There are also the PyLong functions:
http://www.python.org/doc/current/api/longObjects.html
Which include things like PyLong_FromUnsignedLong, and
PyLong_FromUnsignedLongLong. (At least I thought gcc+amd64 went with unsigned
long == 32bits, unsigned long long == 64bits).
The problem with all of these, is that we generally really want to be using
PyInt, because it is a bit faster (but can only represent a signed 32-bit integer).

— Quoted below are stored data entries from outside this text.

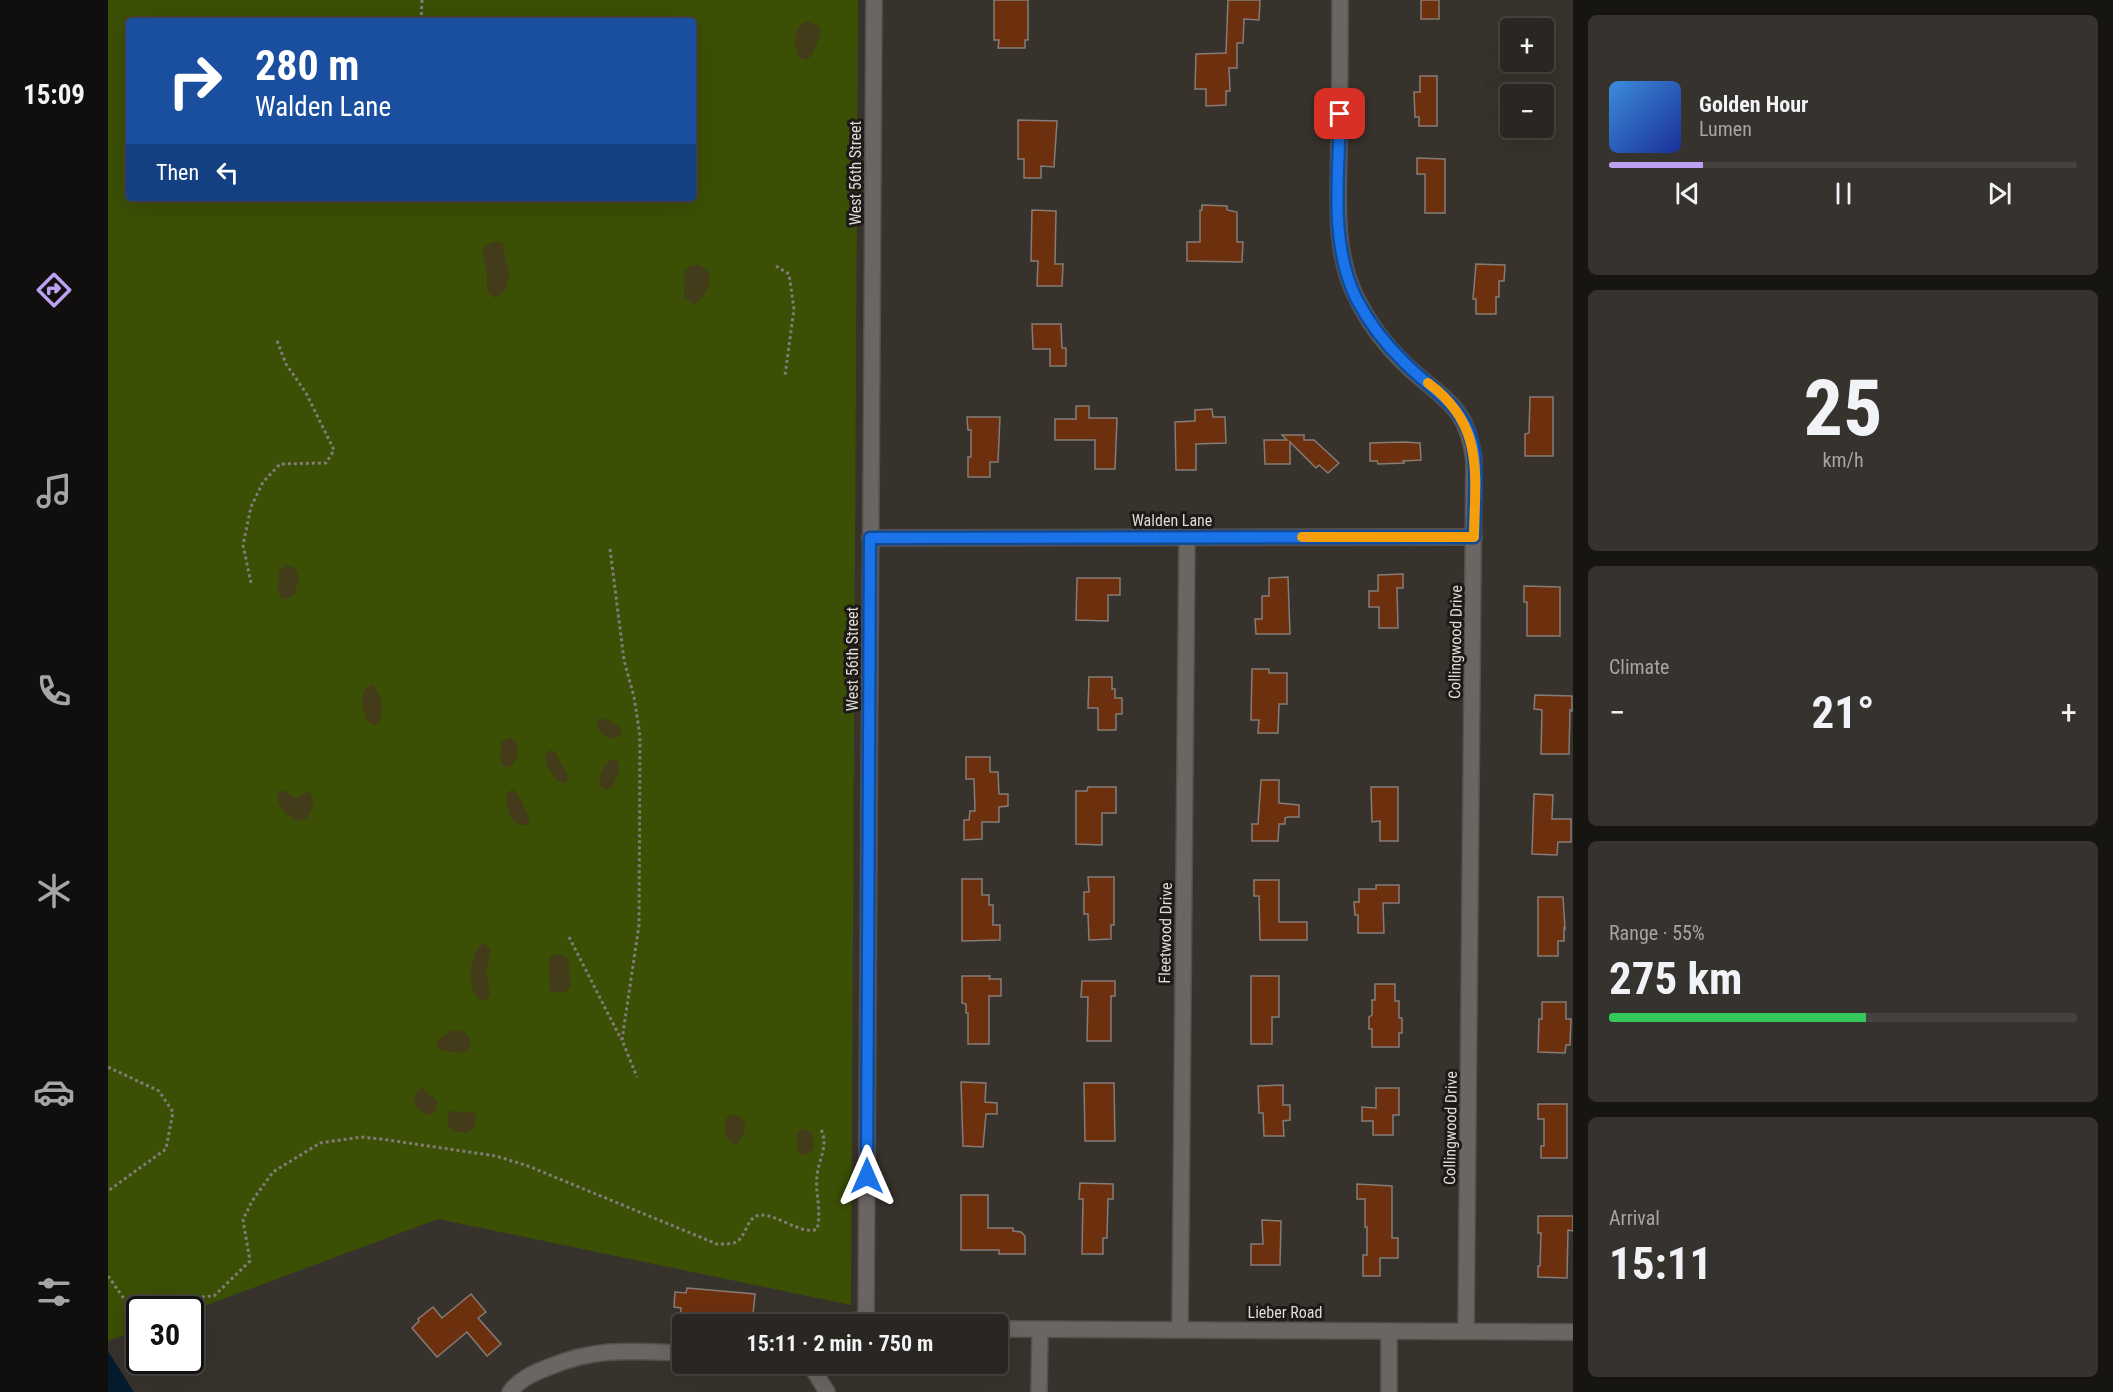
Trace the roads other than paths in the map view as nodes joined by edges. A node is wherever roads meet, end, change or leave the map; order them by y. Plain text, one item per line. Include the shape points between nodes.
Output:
1 (874, 0) edge
2 (1341, 0) edge
3 (1474, 537) junction
4 (870, 538) junction
5 (1187, 538) junction
6 (866, 1314) edge
7 (1008, 1329) edge
8 (1040, 1330) junction
9 (1180, 1330) junction
10 (1389, 1331) junction
11 (1466, 1331) junction
12 (1573, 1332) edge
13 (672, 1353) edge
14 (816, 1374) edge
15 (510, 1392) edge
16 (827, 1392) edge
17 (1039, 1392) edge
18 (1389, 1392) edge

1 - 4 street, West 56th Street
2 - 3 street, Collingwood Drive via 1339,228 1346,269 1355,295 1376,331 1405,364 1450,401 1468,432 1474,460
3 - 5 street, Walden Lane
3 - 11 street, Collingwood Drive
4 - 5 street, Walden Lane
4 - 6 street, West 56th Street
5 - 9 street, Fleetwood Drive
7 - 8 street, Lieber Road
8 - 9 street, Lieber Road
8 - 17 street
9 - 10 street, Lieber Road
10 - 11 street, Lieber Road
10 - 18 street
11 - 12 street, Lieber Road
13 - 15 street via 617,1351 583,1355 527,1376
14 - 16 street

As I said earlier, though, the generated C code uses a 'size_t' for the
variables that need it, so it is passed around correctly.
For example doing:
cdef typedef int size_t
def foo(x):
cdef size_t my_size
my_size = x
Would probably generate:
size_t __pyx_v_mysize;
__pyx_v_mysize = PyInt_AsLong(x)
If we changed the typedef to 'typedef unsigned long size_t'
you would probably get:
__pyx_v_mysize = PyInt_AsUnsignedLongMask(x)
And for the sizes we are dealing with, all of them are equivalent. (Since we
shouldn't be operating in anything that is >2GB. I would guess everything is
actually <1k in fact. I think most lines are around 200 bytes.